- _Task item_:
What is needed is an exact copy of the lines in the listing below, from the one with "wrist: (282, 218)" up to and including the one with "middle pip: (420, 203)", with no other lines.

- _Information provided_:

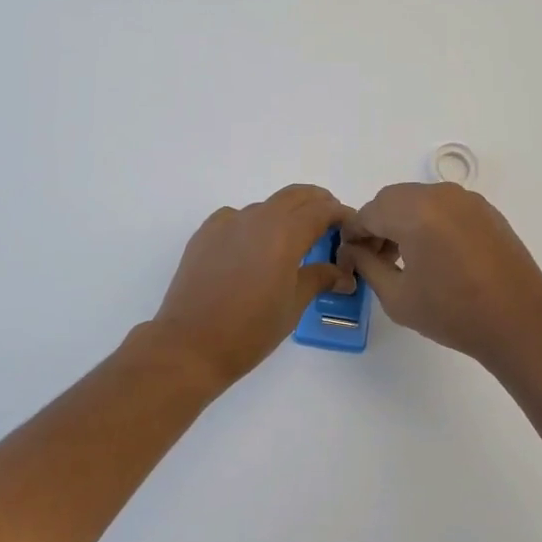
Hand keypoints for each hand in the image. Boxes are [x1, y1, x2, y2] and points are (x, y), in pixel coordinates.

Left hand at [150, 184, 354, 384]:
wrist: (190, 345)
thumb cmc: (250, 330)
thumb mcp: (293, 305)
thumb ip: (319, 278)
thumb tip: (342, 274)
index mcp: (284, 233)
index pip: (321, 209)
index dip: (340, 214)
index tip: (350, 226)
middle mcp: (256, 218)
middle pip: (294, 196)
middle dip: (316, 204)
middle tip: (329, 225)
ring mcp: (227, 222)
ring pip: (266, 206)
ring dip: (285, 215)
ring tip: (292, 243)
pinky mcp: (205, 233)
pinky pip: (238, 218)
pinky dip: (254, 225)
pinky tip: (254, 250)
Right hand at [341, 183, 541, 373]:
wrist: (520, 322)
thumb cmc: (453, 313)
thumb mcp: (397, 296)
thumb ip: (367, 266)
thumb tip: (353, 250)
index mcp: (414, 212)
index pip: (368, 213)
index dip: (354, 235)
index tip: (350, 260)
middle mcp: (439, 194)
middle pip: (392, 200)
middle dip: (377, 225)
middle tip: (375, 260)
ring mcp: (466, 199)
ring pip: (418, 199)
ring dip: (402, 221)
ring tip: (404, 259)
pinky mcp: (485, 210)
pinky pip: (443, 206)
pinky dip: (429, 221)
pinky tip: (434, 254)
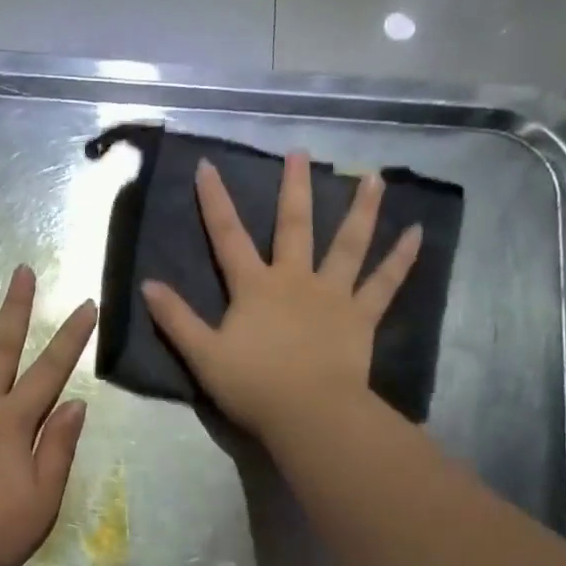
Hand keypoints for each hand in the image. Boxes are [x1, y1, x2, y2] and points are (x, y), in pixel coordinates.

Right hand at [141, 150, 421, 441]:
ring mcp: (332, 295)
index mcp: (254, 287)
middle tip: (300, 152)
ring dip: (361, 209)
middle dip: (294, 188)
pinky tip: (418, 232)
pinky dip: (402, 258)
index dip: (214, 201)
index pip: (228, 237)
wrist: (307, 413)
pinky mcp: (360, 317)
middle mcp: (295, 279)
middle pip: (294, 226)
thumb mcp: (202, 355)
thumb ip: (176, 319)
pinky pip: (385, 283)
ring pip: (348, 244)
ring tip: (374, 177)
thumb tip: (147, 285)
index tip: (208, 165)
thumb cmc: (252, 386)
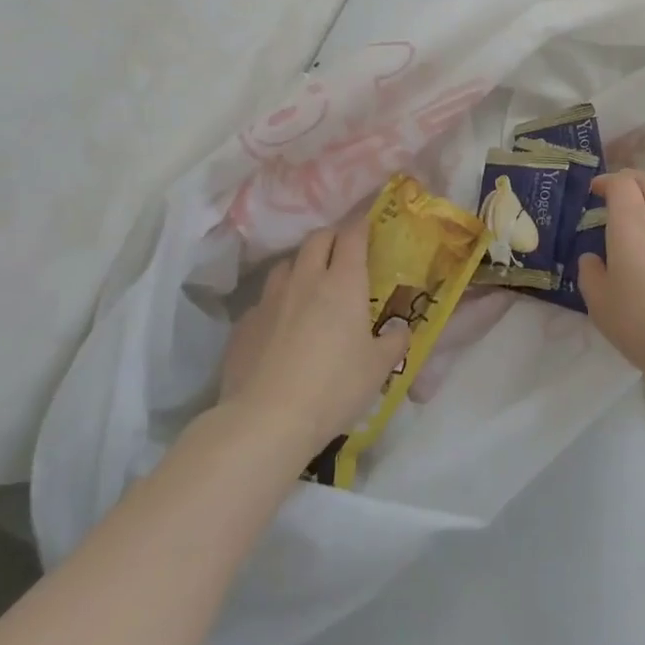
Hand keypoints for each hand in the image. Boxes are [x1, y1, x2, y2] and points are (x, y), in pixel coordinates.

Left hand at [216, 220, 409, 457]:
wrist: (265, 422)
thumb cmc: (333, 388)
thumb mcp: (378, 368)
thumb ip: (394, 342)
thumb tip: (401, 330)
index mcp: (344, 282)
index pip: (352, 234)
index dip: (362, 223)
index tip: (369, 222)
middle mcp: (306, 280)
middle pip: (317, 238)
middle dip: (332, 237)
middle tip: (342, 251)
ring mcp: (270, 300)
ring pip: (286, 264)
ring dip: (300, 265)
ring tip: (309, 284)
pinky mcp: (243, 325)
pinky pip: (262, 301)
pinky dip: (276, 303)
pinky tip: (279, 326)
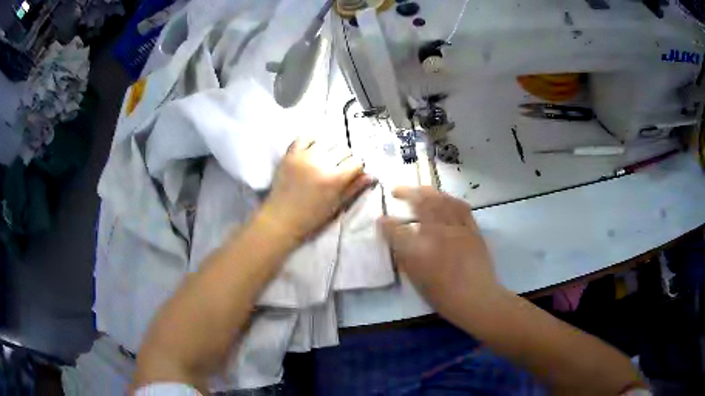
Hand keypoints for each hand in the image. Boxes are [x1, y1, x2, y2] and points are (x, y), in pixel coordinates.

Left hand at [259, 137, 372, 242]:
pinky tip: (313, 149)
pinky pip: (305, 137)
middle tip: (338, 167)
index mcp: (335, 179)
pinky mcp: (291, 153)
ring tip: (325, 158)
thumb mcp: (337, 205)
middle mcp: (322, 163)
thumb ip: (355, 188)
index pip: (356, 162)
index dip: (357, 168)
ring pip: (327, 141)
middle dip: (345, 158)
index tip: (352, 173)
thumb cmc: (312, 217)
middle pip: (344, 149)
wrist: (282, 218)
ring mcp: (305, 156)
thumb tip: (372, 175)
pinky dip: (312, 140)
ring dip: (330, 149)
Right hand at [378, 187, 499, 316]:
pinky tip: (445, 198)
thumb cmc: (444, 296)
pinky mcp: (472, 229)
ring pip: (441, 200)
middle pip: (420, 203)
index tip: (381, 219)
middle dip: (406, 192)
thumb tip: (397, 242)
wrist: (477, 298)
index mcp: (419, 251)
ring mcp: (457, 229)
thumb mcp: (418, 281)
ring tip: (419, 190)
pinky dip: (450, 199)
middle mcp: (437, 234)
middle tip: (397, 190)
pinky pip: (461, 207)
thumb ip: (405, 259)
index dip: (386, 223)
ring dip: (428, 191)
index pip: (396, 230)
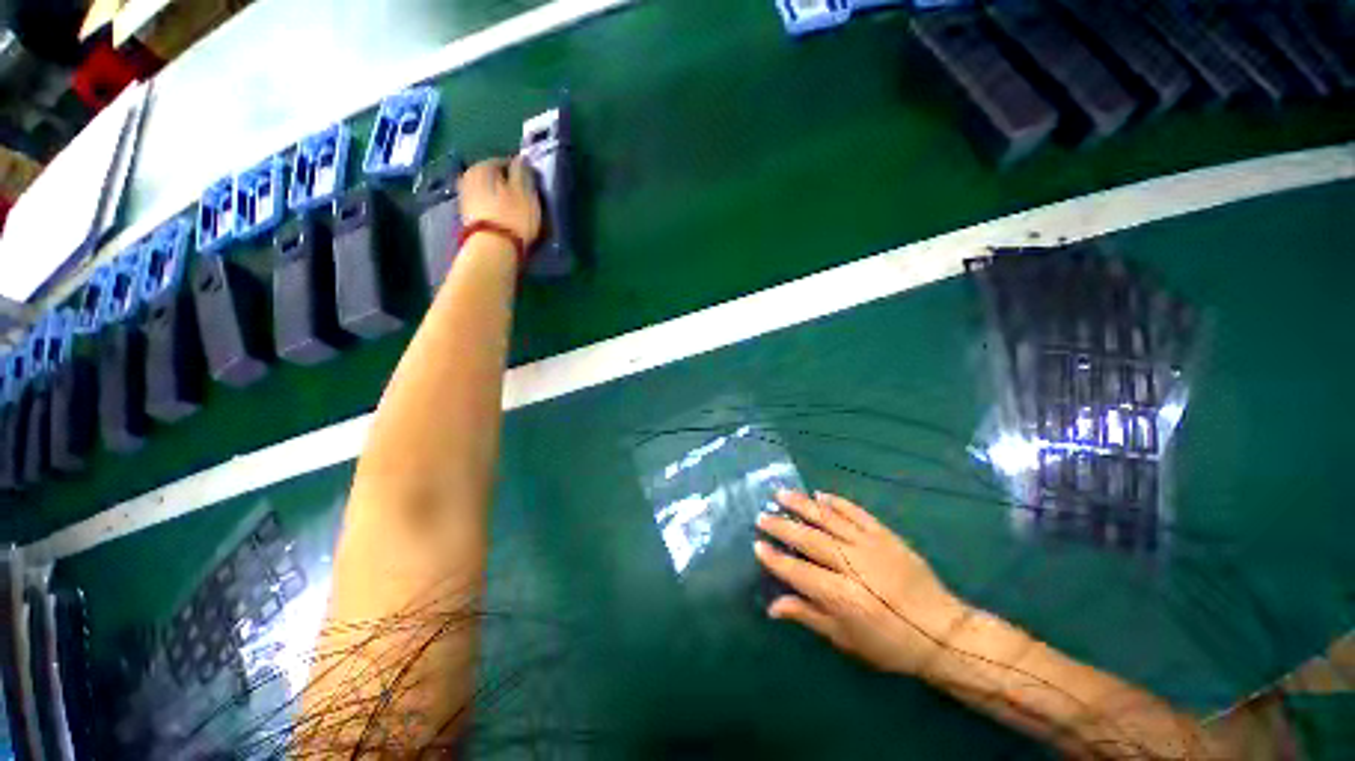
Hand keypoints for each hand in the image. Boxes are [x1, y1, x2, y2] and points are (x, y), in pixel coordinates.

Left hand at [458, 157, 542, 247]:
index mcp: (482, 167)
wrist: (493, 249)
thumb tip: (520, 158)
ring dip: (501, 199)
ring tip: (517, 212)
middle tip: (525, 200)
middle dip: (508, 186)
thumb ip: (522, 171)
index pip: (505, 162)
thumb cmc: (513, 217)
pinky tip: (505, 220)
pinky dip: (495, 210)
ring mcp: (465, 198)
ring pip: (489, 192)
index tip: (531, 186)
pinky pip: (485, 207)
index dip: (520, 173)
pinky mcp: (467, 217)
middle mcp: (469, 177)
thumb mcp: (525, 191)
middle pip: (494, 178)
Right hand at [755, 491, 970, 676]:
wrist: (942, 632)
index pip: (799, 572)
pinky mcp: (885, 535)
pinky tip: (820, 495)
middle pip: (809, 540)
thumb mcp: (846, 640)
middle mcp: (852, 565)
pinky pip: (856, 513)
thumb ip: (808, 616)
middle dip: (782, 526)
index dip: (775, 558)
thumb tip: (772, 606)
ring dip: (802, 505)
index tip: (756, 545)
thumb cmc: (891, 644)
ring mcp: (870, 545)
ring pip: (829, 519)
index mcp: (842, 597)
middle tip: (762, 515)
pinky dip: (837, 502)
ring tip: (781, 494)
...
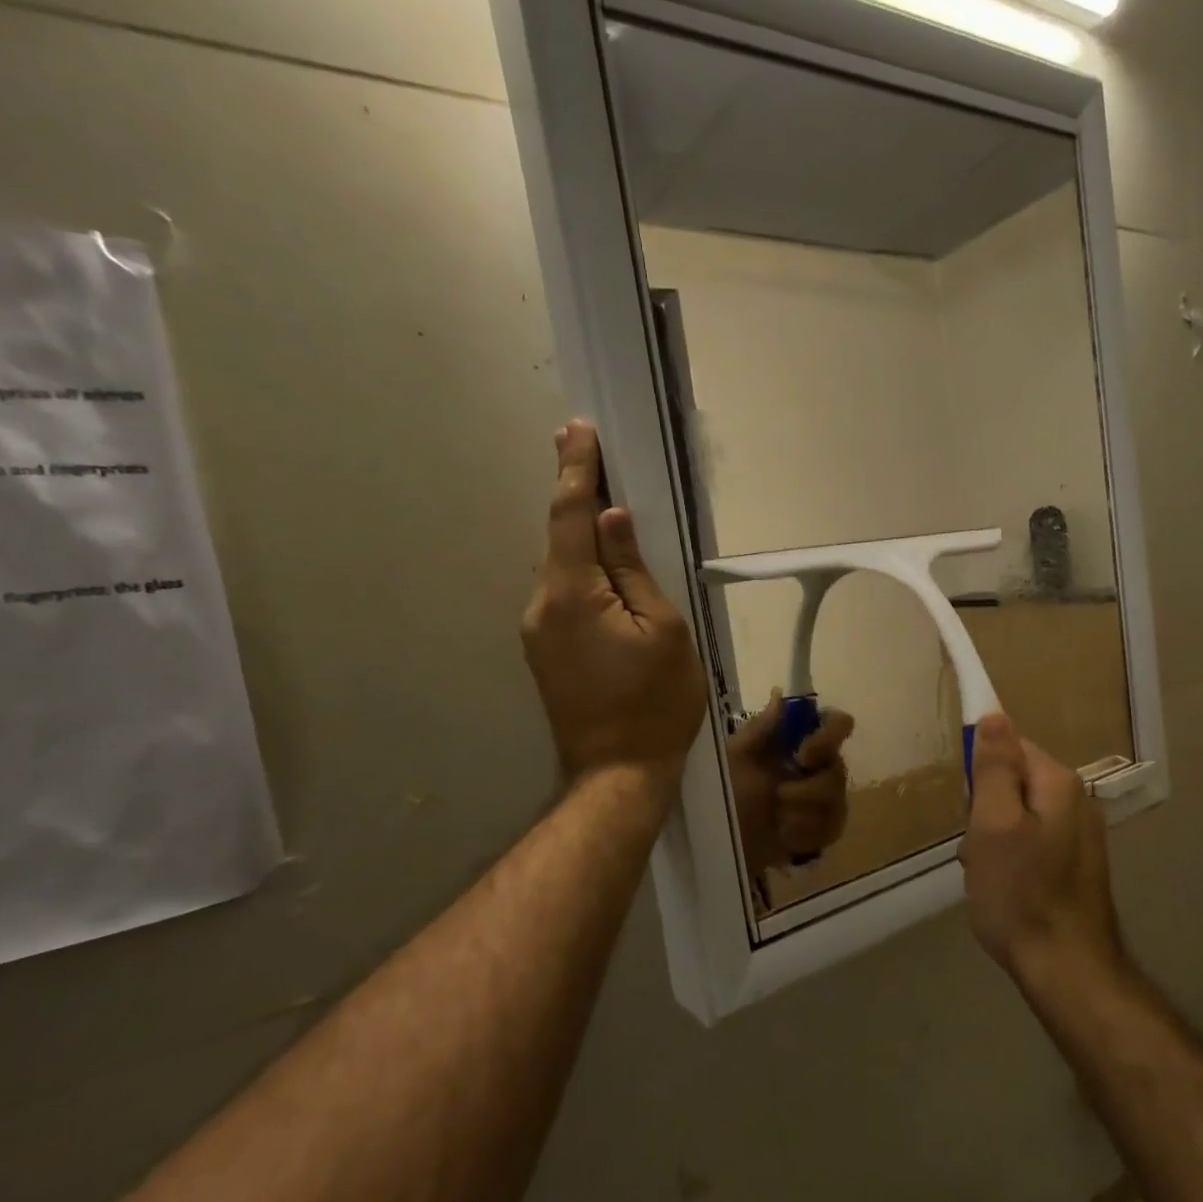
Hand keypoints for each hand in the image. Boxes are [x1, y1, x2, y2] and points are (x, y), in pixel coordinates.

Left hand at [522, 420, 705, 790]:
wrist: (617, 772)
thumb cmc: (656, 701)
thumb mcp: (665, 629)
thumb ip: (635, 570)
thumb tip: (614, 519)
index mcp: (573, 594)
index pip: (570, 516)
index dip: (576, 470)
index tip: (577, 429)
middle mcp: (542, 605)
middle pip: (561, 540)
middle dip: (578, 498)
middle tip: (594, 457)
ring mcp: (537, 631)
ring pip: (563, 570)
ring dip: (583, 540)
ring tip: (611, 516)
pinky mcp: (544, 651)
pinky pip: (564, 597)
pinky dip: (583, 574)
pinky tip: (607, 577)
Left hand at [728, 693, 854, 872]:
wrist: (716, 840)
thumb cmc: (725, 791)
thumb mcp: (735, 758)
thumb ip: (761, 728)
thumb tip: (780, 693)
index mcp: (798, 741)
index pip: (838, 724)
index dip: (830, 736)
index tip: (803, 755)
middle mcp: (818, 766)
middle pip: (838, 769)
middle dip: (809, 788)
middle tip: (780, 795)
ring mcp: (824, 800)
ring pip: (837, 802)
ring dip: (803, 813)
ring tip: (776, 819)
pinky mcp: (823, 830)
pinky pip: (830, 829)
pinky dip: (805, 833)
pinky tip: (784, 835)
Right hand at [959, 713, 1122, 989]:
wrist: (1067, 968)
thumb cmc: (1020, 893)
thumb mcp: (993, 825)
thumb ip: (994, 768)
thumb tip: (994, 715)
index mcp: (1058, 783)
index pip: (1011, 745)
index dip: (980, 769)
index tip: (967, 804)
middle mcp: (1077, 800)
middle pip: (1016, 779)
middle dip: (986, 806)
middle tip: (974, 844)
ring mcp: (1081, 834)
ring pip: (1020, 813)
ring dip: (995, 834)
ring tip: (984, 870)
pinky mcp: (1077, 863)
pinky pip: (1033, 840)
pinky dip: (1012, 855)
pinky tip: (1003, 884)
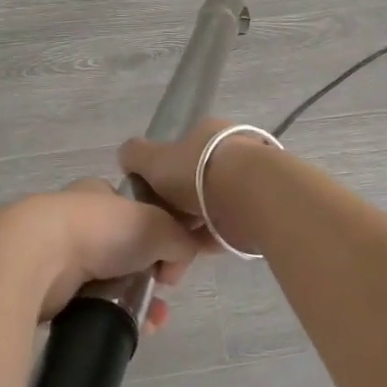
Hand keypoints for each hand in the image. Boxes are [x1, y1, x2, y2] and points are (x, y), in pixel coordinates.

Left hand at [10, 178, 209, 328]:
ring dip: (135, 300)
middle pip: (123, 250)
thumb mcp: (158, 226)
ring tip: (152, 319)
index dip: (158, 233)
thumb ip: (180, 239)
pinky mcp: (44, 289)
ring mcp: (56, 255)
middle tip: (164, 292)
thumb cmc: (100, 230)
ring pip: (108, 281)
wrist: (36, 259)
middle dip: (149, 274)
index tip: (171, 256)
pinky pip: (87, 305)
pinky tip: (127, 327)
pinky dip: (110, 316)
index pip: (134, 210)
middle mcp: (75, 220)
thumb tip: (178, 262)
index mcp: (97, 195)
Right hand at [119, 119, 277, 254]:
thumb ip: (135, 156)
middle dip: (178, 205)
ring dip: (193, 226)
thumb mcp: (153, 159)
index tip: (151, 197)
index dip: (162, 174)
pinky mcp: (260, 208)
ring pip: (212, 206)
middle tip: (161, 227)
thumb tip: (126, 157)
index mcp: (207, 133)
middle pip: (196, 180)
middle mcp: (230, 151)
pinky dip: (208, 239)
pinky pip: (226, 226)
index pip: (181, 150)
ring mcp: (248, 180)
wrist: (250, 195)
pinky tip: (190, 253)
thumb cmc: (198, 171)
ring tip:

- _Expected answer_:
wrist: (282, 218)
ring mcp: (305, 156)
thumb tip: (372, 175)
pinky dip: (312, 140)
ring dip: (330, 149)
Right hand at [378, 187, 499, 316]:
pinky tip: (445, 198)
thumb cmc: (444, 296)
pinky mcp: (472, 229)
ring pip: (441, 200)
middle pip: (420, 203)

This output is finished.